Bassam was one of the co-founders of the activist group Combatants for Peace which sounds like an oxymoron. Rami became a member after his son, Elik, took him to a meeting, about seven years before Abir died. By then the two men were close friends, more like brothers, travelling the world together discussing their experiences. In the centre of the book from page 217 to page 243 Rami and Bassam tell their story, which will tug at your heartstrings.
McCann’s work is filled with allegories, many referring to birds. Five hundred million birds arc the sky over the hills of Bet Jala every year. It is the world’s second biggest migratory super highway. At least 400 different species of birds, from hoopoes to bitterns flood the highway and sometimes settle on trees and buildings where they become targets for young stone throwers using slingshots.
In Israel the birds are tracked by sophisticated radar set up along migratory routes across the country and linked to military installations and air traffic control offices at Ben Gurion Airport.
After a spectacular orgy of food, the final course French president Francois Mitterand ordered was ortolan, a tiny yellow songbird which he thought represented the soul of France. It took him several minutes to eat the three birds especially cooked alive in a vat of Armagnac for him by his chef. His head shrouded in a napkin to “hide the act from God” and so that his family and friends at the table couldn’t hear the head bones of the tiny birds snapping, he wiped his mouth with a napkin, said good night, went to bed and fasted for eight days before he died.
A white blimp hovers above Jerusalem, sometimes birds perch on it hitching a lift. But the blimp is recording every number plate: Rami’s is green and Bassam’s is yellow.
In between the narrative there are fragments of text that seem incidental to the story: for example the notes about the migratory birds; Israeli/Palestine bumper stickers;
the Separation Wall known by a variety of names including the Apartheid Wall; the West Bank Wall; the Peace Wall and the Curse Wall, which is not a 440 mile concrete barrier but a series of ditches; mounds and coils of razor wire; to name some. You also learn more about suicide vests, sometimes called homicide vests than you want to; what happens when a rubber bullet tumbles about in a skull and how to make sure the Molotov Cocktail will explode on contact. It’s all relevant to McCann’s sweeping masterpiece.
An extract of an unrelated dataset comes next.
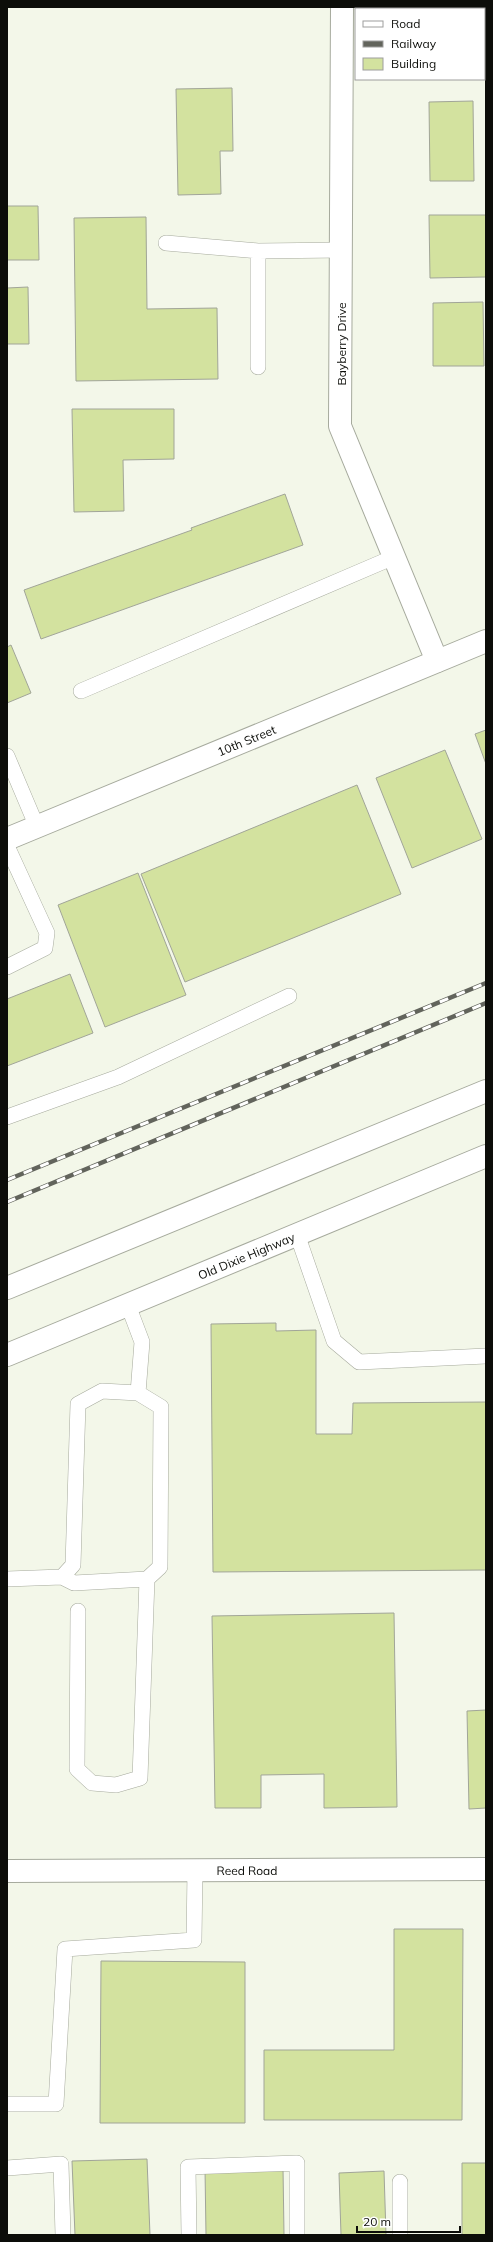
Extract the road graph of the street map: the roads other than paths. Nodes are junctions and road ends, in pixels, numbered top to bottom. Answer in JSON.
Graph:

The book also features a page of graffiti some of which read ‘Time is pain, brother’, God was an Israeli — Nietzsche; ‘Not even my sentences have a right to return’, and; ‘If Batman knew about this you would be in so much trouble’; and Rami’s favourite, ‘End the pre-occupation (with the Occupation).
After an American Israel Public Affairs Committee (AIPAC) meeting in Washington, Bassam has a meeting with Senator John Kelly and tells him, ‘Senator, you murdered my daughter.’
Finally the two stories become one.
As Rami sagely points out, “It will be over when we talk.” Bassam, though, sums it up neatly. “Once I thought we could never solve our conflict, we would continue hating each other forever, but it is not written anywhere that we have to go on killing each other. The hero makes a friend of his enemy. When they killed my daughter they killed my fear. I have no fear. I can do anything now.”
McCann has written a brilliant and thoughtful novel about the complex Middle East conflict and while he doesn’t pretend to offer any solution it does give a new insight into what seems to be an implacable problem.